====== The records
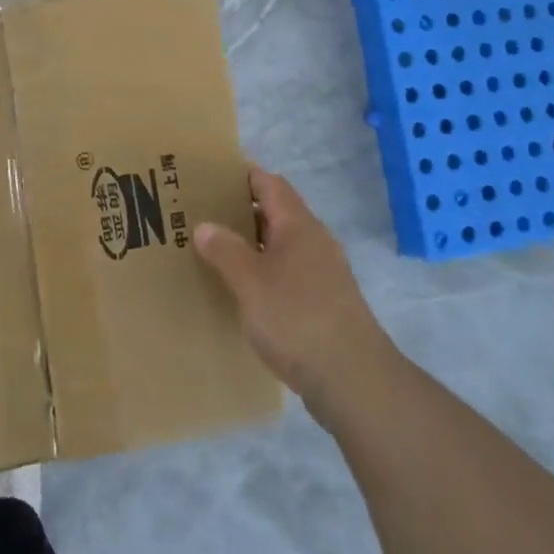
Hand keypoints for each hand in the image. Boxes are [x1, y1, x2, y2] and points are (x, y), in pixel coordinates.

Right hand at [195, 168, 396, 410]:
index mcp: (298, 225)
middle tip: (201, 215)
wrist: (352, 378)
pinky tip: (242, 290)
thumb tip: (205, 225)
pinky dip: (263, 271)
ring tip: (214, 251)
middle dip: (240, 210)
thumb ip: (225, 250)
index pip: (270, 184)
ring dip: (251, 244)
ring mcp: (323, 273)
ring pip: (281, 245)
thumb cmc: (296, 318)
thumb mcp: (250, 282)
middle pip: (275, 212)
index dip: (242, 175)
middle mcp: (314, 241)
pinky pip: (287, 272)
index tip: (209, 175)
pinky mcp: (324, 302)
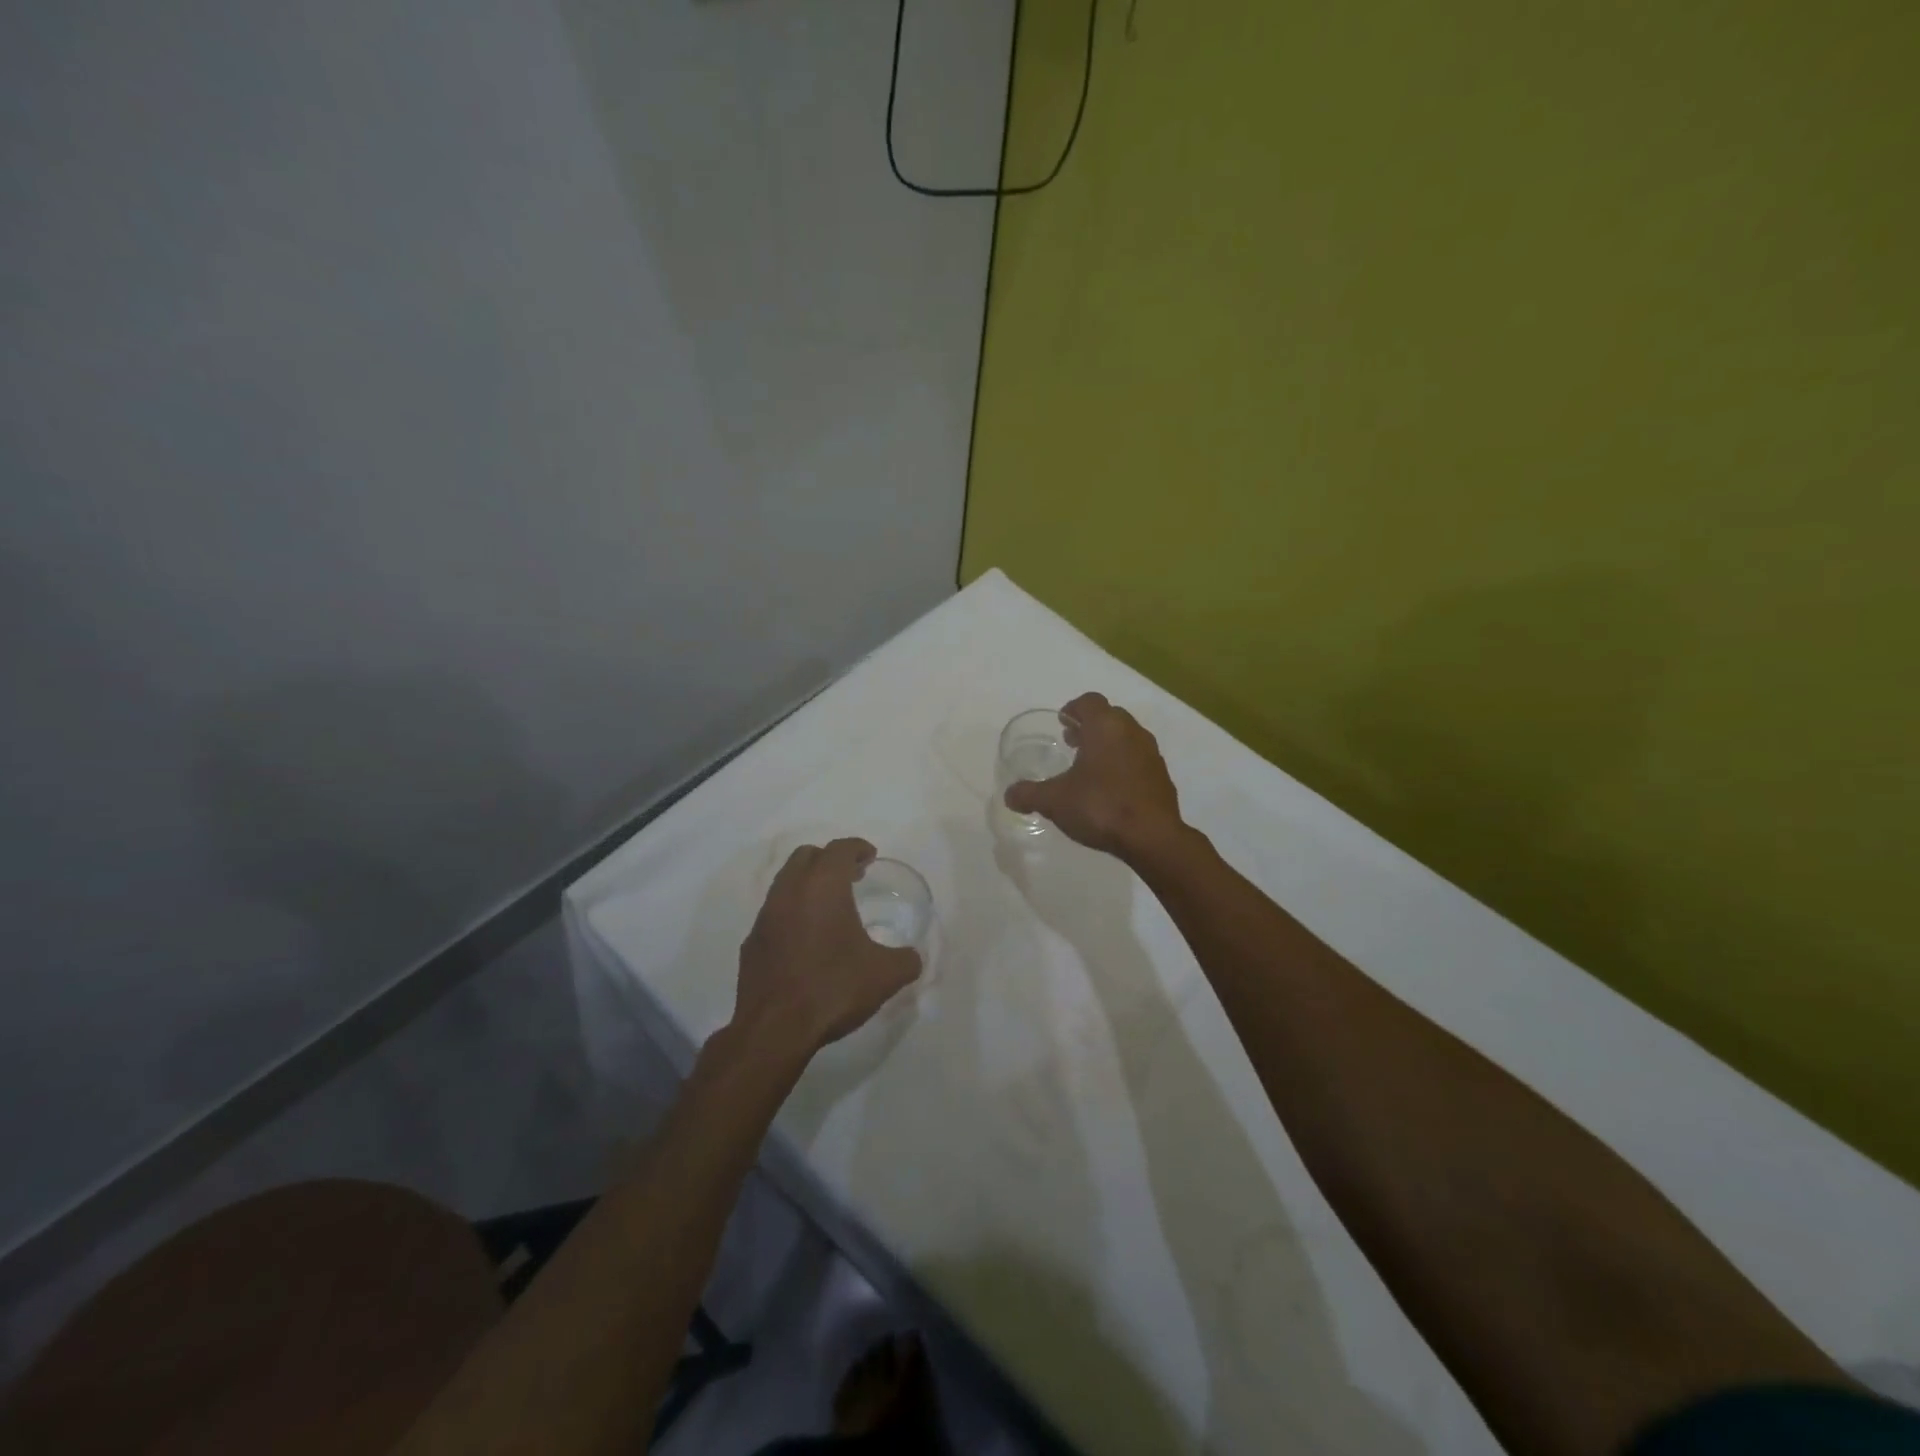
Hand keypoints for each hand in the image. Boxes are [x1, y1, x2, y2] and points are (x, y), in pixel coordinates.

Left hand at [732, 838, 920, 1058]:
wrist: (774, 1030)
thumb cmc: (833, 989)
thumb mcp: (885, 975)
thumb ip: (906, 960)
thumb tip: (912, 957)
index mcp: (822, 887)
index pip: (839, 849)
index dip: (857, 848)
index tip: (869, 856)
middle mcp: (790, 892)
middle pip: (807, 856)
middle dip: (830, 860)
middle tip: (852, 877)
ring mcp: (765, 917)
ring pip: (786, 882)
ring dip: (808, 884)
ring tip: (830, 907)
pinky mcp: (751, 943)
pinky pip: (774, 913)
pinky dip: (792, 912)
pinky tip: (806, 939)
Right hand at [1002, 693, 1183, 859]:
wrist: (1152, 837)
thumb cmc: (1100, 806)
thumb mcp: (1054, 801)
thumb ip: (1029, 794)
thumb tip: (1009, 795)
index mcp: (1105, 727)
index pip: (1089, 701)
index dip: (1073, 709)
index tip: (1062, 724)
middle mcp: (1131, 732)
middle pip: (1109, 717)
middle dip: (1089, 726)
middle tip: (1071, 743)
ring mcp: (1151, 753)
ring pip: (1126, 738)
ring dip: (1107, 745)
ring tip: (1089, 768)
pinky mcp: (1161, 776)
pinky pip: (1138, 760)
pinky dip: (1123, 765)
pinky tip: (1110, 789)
============
====== The records
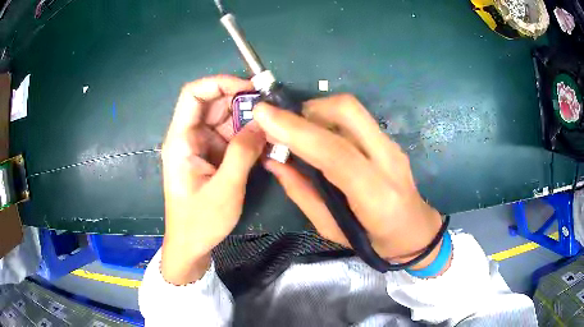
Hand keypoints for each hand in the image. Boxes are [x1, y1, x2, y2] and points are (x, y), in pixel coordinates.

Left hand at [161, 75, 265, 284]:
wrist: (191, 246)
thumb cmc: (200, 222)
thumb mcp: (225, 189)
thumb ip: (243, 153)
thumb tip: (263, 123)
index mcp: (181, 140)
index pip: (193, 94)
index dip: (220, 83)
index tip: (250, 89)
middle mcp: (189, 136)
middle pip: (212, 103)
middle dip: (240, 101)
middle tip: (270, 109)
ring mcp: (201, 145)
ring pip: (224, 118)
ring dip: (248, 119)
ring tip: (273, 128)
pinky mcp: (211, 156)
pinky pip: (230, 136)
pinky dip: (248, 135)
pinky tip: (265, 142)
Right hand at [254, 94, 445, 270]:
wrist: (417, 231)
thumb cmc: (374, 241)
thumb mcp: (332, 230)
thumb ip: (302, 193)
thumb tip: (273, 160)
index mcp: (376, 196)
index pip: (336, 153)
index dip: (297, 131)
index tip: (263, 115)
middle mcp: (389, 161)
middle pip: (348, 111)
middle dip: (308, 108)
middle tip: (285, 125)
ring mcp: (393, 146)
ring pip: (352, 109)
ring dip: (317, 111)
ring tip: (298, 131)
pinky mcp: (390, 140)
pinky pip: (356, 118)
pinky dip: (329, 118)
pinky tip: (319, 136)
============
*Exercise instructions*
All lines above containing the string "hand" are to be collected.

*Result for this task*
Hand keypoints for each hand in the image. Boxes are [x1, y1, x2, y2] and points are (x, y), in pixel coordinates.
Right hand at [195, 168, 396, 410]:
Hand keypoints for each hand in the image. Boxes are [x1, y1, x2, y2] and points are (x, y), in pixel coordinates.
Left hand at [732, 838, 920, 1058]:
Right hand at [1002, 693, 1183, 859]:
Hand keypoints for each hand in the image. Boxes are [x1, y1, x2, y2] and points are (x, y), in pixel coordinates.
Left hand at [161, 75, 265, 284]:
Right hand at [254, 94, 445, 270]:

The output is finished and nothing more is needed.